EXERCISE OBJECTIVE - Copy the lines word for word. Begin at the line that contains "Build a routing" and end with the final line of the data.

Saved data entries
::::::::
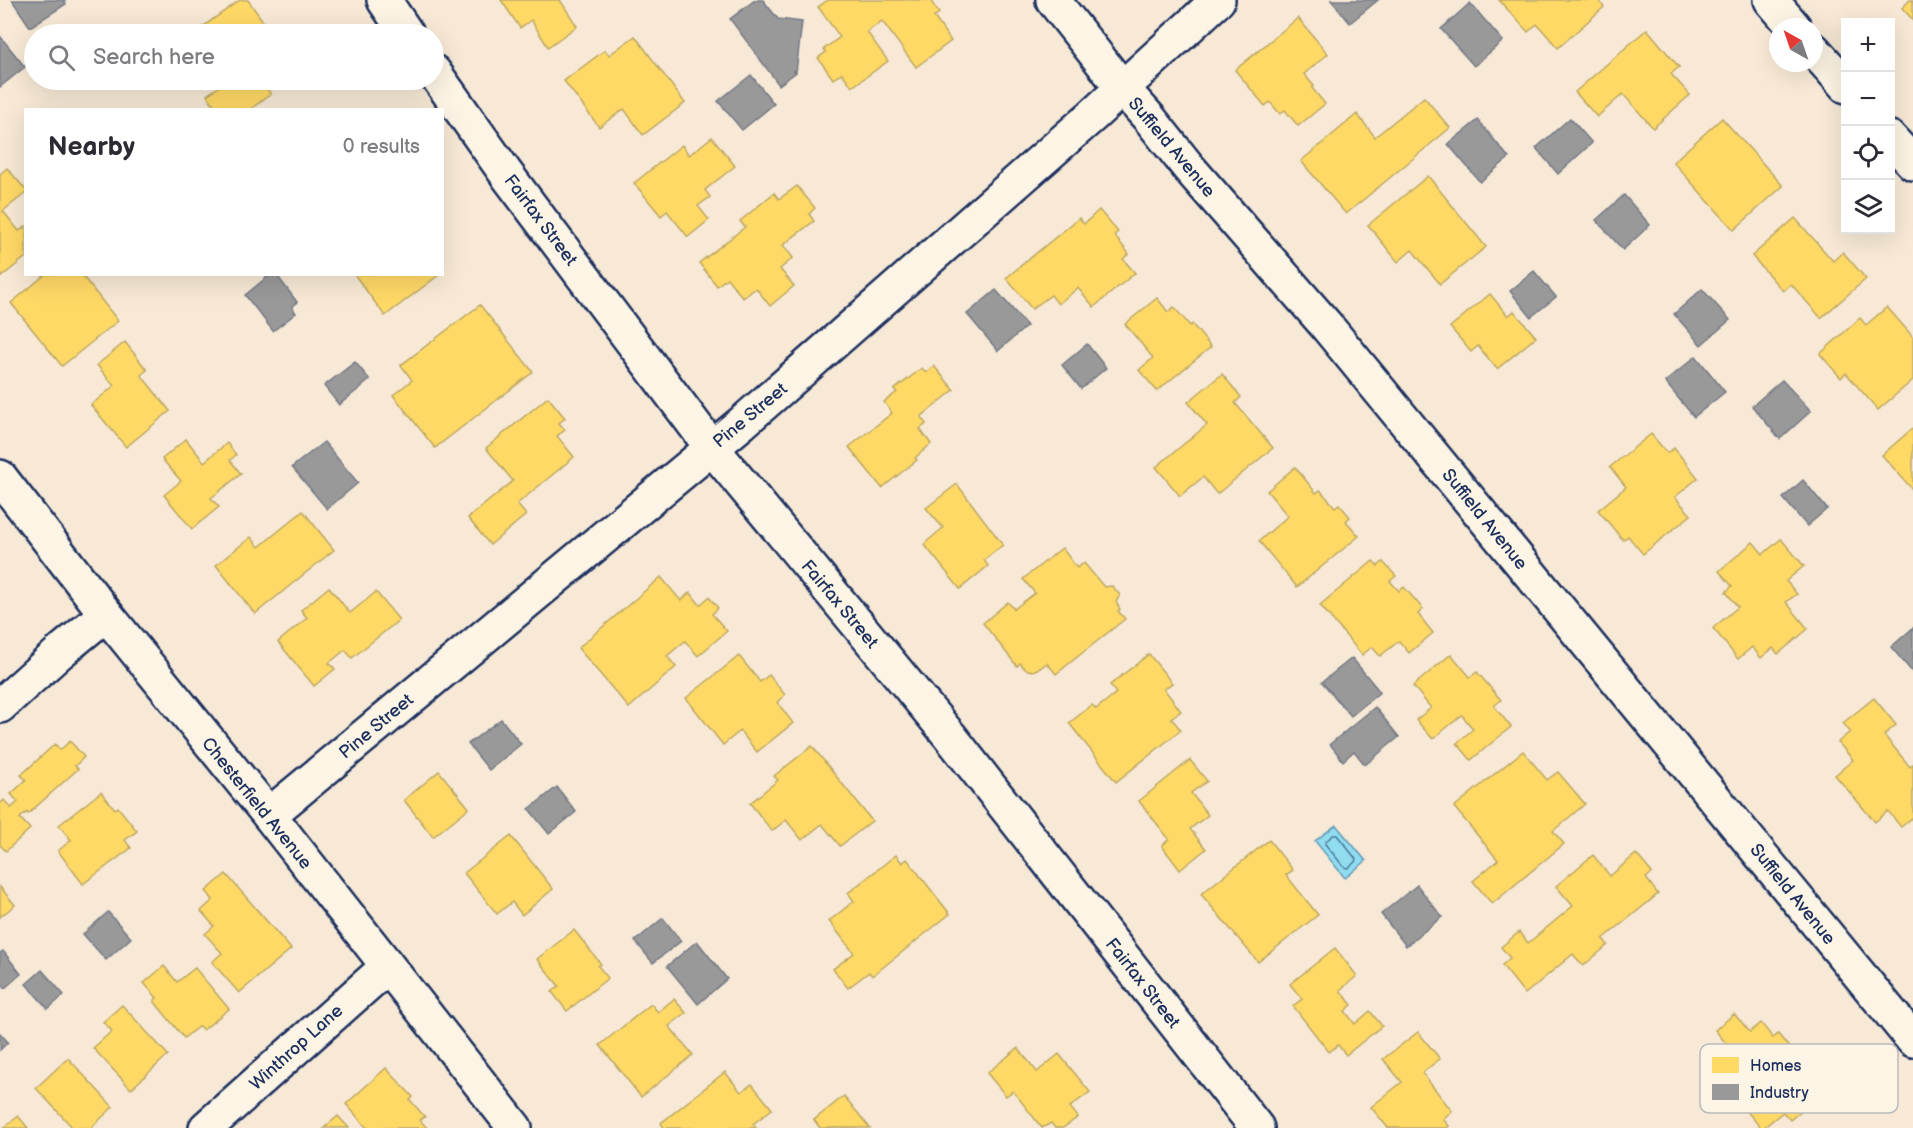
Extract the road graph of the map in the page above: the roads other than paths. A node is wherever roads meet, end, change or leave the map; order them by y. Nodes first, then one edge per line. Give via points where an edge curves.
1 (384, 0) edge
2 (1053, 0) edge
3 (1218, 0) edge
4 (1771, 0) edge
5 (1786, 18) edge
6 (400, 24) edge
7 (1823, 60) edge
8 (1841, 81) edge
9 (444, 86) edge
10 (1122, 89) junction
11 (1895, 143) edge
12 (1913, 163) edge
13 (712, 448) junction
14 (0, 477) edge
15 (106, 614) junction
16 (0, 706) edge
17 (268, 815) junction
18 (387, 967) junction
19 (1913, 1040) edge
20 (206, 1128) edge
21 (515, 1128) edge
22 (1257, 1128) edge

1 - 6 street
2 - 10 street, Suffield Avenue
3 - 10 street, Pine Street
4 - 5 street
7 - 8 street
9 - 13 street, Fairfax Street
10 - 13 street, Pine Street
10 - 19 street, Suffield Avenue via 1325,324
11 - 12 street
13 - 17 street, Pine Street
13 - 22 street, Fairfax Street via 950,736
14 - 15 street, Chesterfield Avenue
15 - 16 street
15 - 17 street, Chesterfield Avenue
17 - 18 street, Chesterfield Avenue
18 - 20 street, Winthrop Lane
18 - 21 street, Chesterfield Avenue

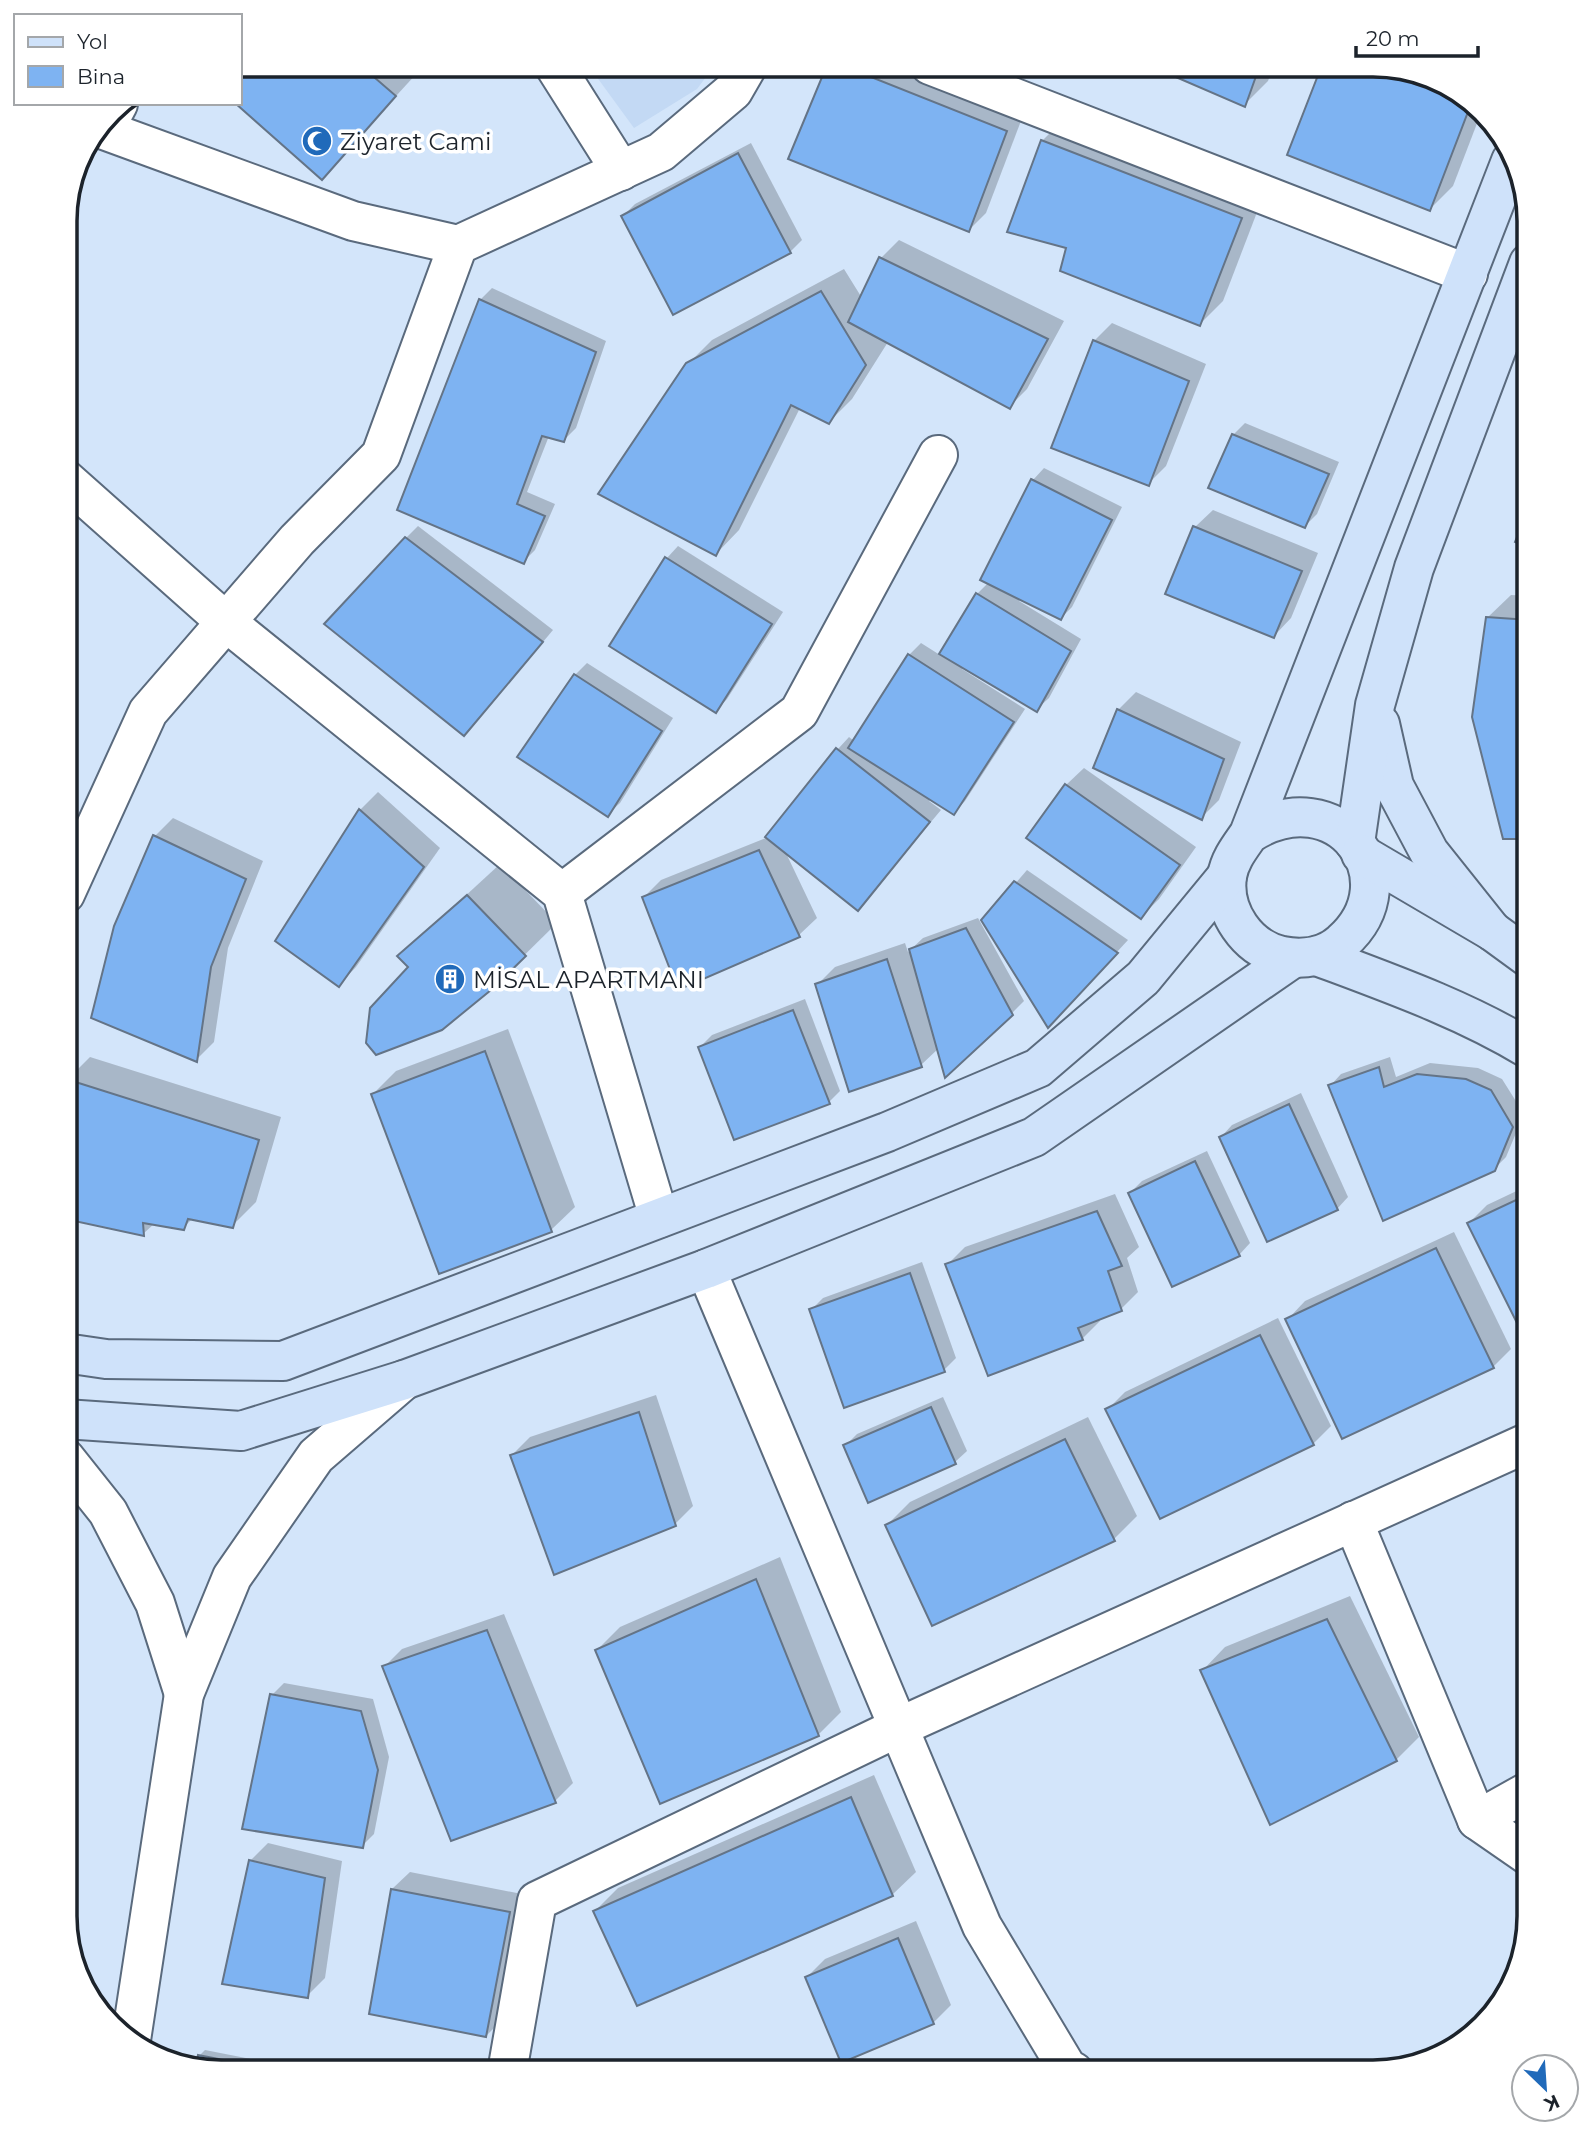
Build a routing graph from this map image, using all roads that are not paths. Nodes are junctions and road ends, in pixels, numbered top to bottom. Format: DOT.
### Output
::::::::
FINAL ANSWER -
Build a routing graph from this map image, using all roads that are not paths. Nodes are junctions and road ends, in pixels, numbered top to bottom. Format: DOT.
### Output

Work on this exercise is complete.